Completely Linux now except that gaming laptop, but this year is the year of the Linux desktop! For me at least.
Windows 11 is shit and you’d be much happier with Fedora. You don’t need a nrćew computer, just install it on this one. That said, you can move the start button to the left and even install https://github.com/Open-Shell/Open-Shell-Menu if you force yourself to try sticking with Windows
Good luck and godspeed
under the marketing it’s still 10.x.
Marketing is 11, I think you’re referring to the kernel version, which can’t change due to stupid legacy software.
I upgraded to Windows 11 on my gaming rig two days ago, and at the same time I switched the default boot option to Linux. Let’s see how this pans out.
I’ll still need Windows around for specific games, but the ones I usually play seem to work on Linux.
i’ll just use virtual machines for win11
Just like a Linux user to tell everyone they use Linux. Classic.
“How do you know [thing you only learn if people tell you]? don’t worry, they’ll tell you”
The whole point of the Sword of Damocles was that the threat was always looming and Damocles didn’t know when it might fall. We know exactly when Microsoft says they are going to drop support. There’s a decent chance that they’ll push that date back due to slow adoption at least once.
This is more about rats not fleeing the sinking ship until the sea has reached the bow.
More like rats not joining a leaking ship. I’ve been through enough windows upgrades to know: Don’t be the first! You’ll only end up paying to be a software tester for a product MS had to ship before it’s ready to keep the shareholders happy.
Don’t be the first one in the water after the shark warning …
With the shit they built into 10 I really would not be surprised if they put in a kill switch
“Sword of Damocles” like bitch we used service pack 2 XP for ever. “We won’t support something” means nothing if the original product was built right.
…Ohhh now I see the problem.
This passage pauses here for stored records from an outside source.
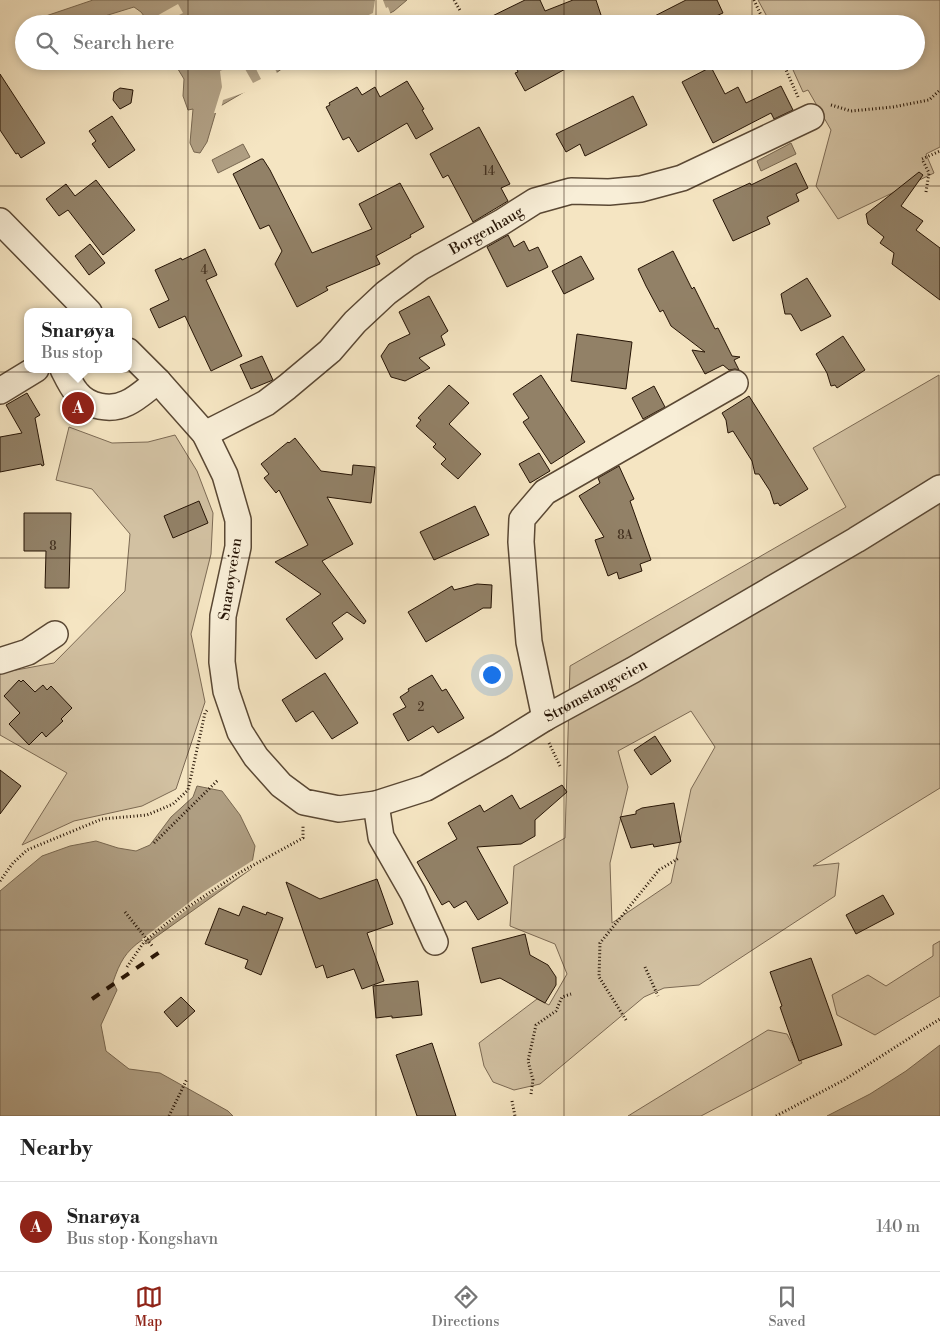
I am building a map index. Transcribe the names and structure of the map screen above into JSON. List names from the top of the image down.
{
  "streets": {
    "street": ["Borgenhaug", "Snarøyveien", "Strømstangveien"]
  },
  "crossings": [
    ["Borgenhaug", "Snarøyveien"],
    ["Snarøyveien", "Strømstangveien"]
  ],
  "house_numbers": [
    "14",
    "4",
    "8A",
    "8",
    "2"
  ],
  "page": {
    "search": "Search here",
    "popup": ["Snarøya", "Bus stop"],
    "pins": "A",
    "heading": "Nearby",
    "list": [
      {
        "mark": "A",
        "name": "Snarøya",
        "note": "Bus stop · Kongshavn",
        "value": "140 m"
      }
    ],
    "nav": ["Map", "Directions", "Saved"]
  }
}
Nevermind, everybody, carry on.
I know people still running XP sp3 (firewalled off the net) and it still does the job. They claimed to have killed 7 but between FOSS and enshittification pushback I reckon it’s gonna be like the PS2
Well, the real moment it becomes an issue is when a significant vulnerability is found after EOS. So I guess after EOS is when the sword of damocles starts hanging above every win 10 user…
Personally I’m on the edge of the ship just waiting to jump off once i have my new pc (probably next week).
They are gonna have to pry windows 10 from my cold dead hands. I was sold 10 on the premise that it was going to be “the last windows OS I would need”.
Fuck you Microsoft.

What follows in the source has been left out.